Modern books are paginated consecutively, and all pages are counted in the pagination whether or not the numbers appear (see also: blind folio). The page number, or folio, is most commonly found at the top of the page, flush left verso, flush right recto. The folio may also be printed at the bottom of the page, and in that location it is called a drop folio. Drop folios usually appear either centered on each page or flush left verso and flush right recto.

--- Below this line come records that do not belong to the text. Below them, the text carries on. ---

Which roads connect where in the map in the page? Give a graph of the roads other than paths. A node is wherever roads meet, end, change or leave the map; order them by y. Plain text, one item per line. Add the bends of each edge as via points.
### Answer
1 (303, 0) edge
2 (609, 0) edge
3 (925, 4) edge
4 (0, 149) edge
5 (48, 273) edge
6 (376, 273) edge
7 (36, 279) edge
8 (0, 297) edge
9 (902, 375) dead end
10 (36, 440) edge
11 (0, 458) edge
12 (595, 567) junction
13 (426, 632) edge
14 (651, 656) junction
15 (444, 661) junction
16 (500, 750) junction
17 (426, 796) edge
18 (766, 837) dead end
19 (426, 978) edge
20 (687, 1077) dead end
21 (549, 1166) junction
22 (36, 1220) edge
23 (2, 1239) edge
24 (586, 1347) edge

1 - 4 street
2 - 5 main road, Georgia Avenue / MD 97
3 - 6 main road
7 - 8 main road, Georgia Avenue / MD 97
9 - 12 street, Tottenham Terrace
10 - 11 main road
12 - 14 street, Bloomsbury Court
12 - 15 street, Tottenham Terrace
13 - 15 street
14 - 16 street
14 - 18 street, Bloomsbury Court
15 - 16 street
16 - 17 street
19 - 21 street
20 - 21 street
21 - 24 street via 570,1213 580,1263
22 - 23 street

Front matter (or preliminaries; shortened to "prelims") comprises the first section of a book, and is usually the smallest section in terms of the number of pages. Front-matter pages are traditionally numbered in lower-case Roman numerals (i, ii, iii, iv, v, etc.), which prevents renumbering the remainder of a book when front-matter content is added at the last moment, such as a dedication page or additional acknowledgments. Page number is omitted on blank pages and display pages (i.e., such stand-alone pages as those for the half title, frontispiece, title page, colophon, dedication, and epigraph), and it is either omitted or a drop folio is used on the opening page of each section of the front matter (e.g., table of contents, foreword, preface).Front matter generally appears only in the first of a multi-volume work, although some elements (such as a table of contents or index) may appear in each volume.

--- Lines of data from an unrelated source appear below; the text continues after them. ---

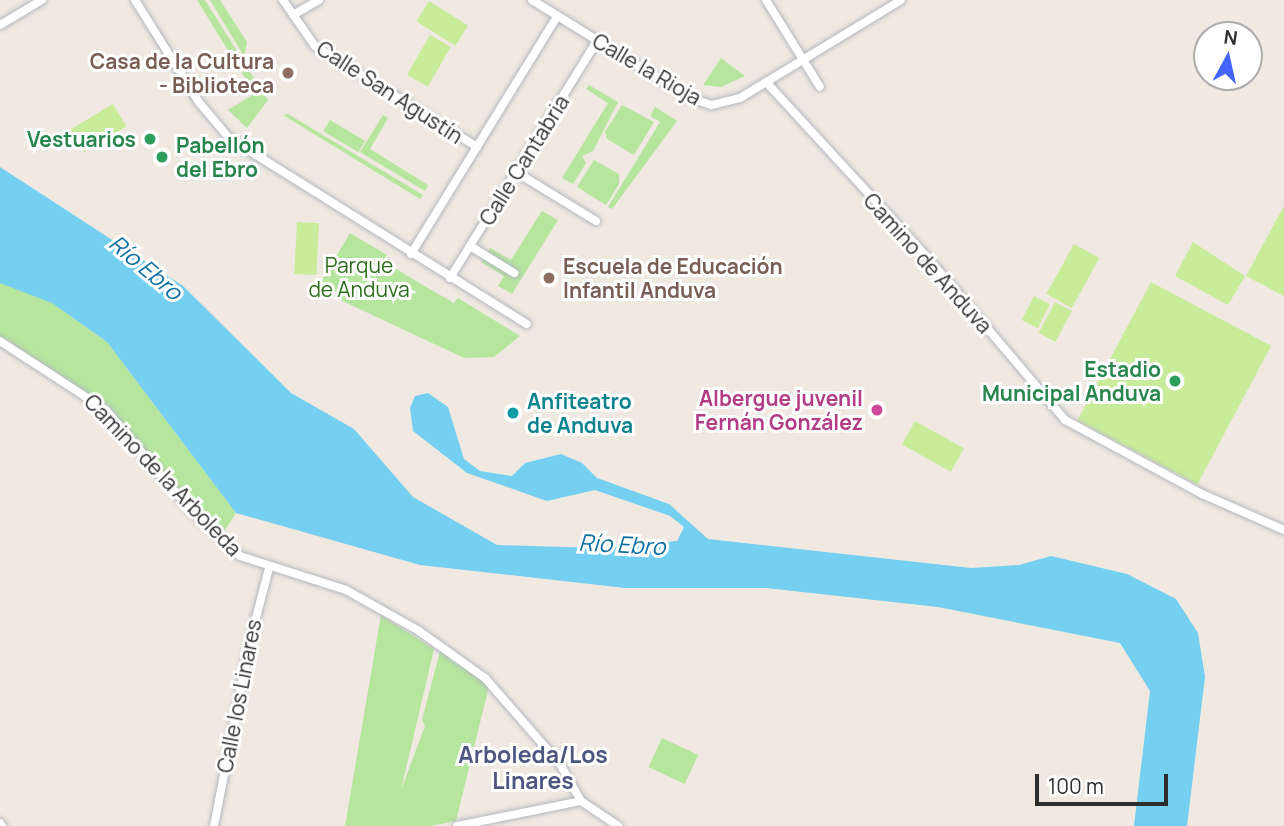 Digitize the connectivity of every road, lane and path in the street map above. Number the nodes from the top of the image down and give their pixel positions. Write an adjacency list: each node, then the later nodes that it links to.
1 (42, 0): 10 (street)
2 (135, 0): 19 (street)
3 (283, 0): 8 (street, Calle San Agustín)
4 (318, 0): 8 (street)
5 (532, 0): 9 (street, Calle la Rioja)
6 (766, 0): 12 (street)
7 (901, 0): 12 (street, Calle la Rioja)
8 (293, 15): 15 (street, Calle San Agustín)
9 (557, 17): 11 (street, Calle la Rioja); 15 (street)
10 (0, 25)
11 (597, 41): 13 (street, Calle la Rioja); 16 (street, Calle Cantabria)
12 (804, 60): 13 (street, Calle la Rioja); 14 (street)
13 (766, 82): 24 (street, Camino de Anduva)
14 (820, 87)
15 (477, 147): 19 (street)
16 (516, 172): 17 (street); 18 (street, Calle Cantabria)
17 (596, 221)
18 (470, 246): 20 (street); 21 (street, Calle Cantabria)
19 (411, 254): 21 (street)
20 (514, 273)
21 (450, 278): 22 (street)
22 (527, 324)
23 (0, 341): 25 (street, Camino de la Arboleda)
24 (1284, 530)
25 (269, 568): 26 (street, Camino de la Arboleda); 27 (street, Calle los Linares)
26 (581, 801): 28 (street); 29 (street, Camino de la Arboleda)
27 (214, 826)
28 (457, 826)
29 (618, 826)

The following table defines some common types of front matter, and the "voice" (or point of view) in which each can be said to be given:
|Half title||Publisher||A mostly-blank page at the front of the book block which precedes the title page and contains only the title (omitting the subtitle, author, publisher, etc. found on the full title page) and occasionally includes some slight ornamentation. The title traditionally appears on the page as a single line in capital letters, but modern half title pages may be scaled-down versions of the typography from the full title page. The half title page faces a blank verso or an endpaper.|
|Frontispiece||Author or publisher||A decorative illustration on the verso facing the title page. It may be an image related to the book's subject or a portrait of the author. Frontispieces have become less common, with a list of the author's previous works or other titles in a multi-author series frequently taking the place of the frontispiece.|
|Title page||Publisher||Repeats the title and author as printed on the cover or spine, often using typographic elements carried over from either the cover design or from the rest of the book's interior. Title pages may also include the publisher's logo accompanied by the city and/or year of publication.|
|Colophon||Publisher and printer||Technical information such as edition dates, copyrights, typefaces and translations used, and the name and address of the publisher or printer. It usually appears in modern books on the verso of the title page, but in some books is placed at the end (see Back matter). Lengthy colophons for books collecting material from multiple copyrighted works may continue onto pages in the back matter if it will not fit on a single page. Also known as the Edition notice or Copyright page.|
|Dedication||Author||A dedication page is a page in a book that precedes the text, in which the author names the person or people for whom he/she has written the book.|
|Epigraph||Author||A phrase, quotation, or poem. The epigraph may serve as a preface, as a summary, as a counter-example, or to link the work to a wider literary canon, either to invite comparison, or to enlist a conventional context.|
|Table of contents||Publisher||This is a list of chapter headings and sometimes nested subheadings, together with their respective page numbers. This includes all front-matter items listed below, together with chapters in the body matter and back matter. The number of levels of subheadings shown should be limited, so as to keep the contents list short, ideally one page, or possibly a double-page spread. Technical books may include a list of figures and a list of tables.|
|Foreword||Some person other than the author||Often, a foreword will tell of some interaction between the writer of the foreword and the writer of the story, or a personal reaction and significance the story elicited. A foreword to later editions of a work often describes the work's historical context and explains in what respects the current edition differs from previous ones.|
|Preface||Author||A preface is generally the author recounting the story of how the book came into being, or how the idea for the book was developed. This is often followed by thanks and acknowledgments to people who were helpful to the author during the time of writing.|
|Acknowledgments||Author||Sometimes part of the preface rather than a separate section in its own right, or sometimes placed in the back matter rather than the front, it acknowledges those who contributed to the creation of the book.|
|Introduction||Author||A beginning section which states the purpose and goals of the following writing.|
|Prologue||Narrator (or a character in the book)||Usually present in fiction or narrative nonfiction, the prologue is an opening to the story that establishes the setting and gives background details, often from some earlier or later timeframe that ties into the main one. As such, it is generally considered part of the body in modern book organization (cf. Chicago Manual of Style).|
The structure of a work—and especially of its body matter—is often described hierarchically.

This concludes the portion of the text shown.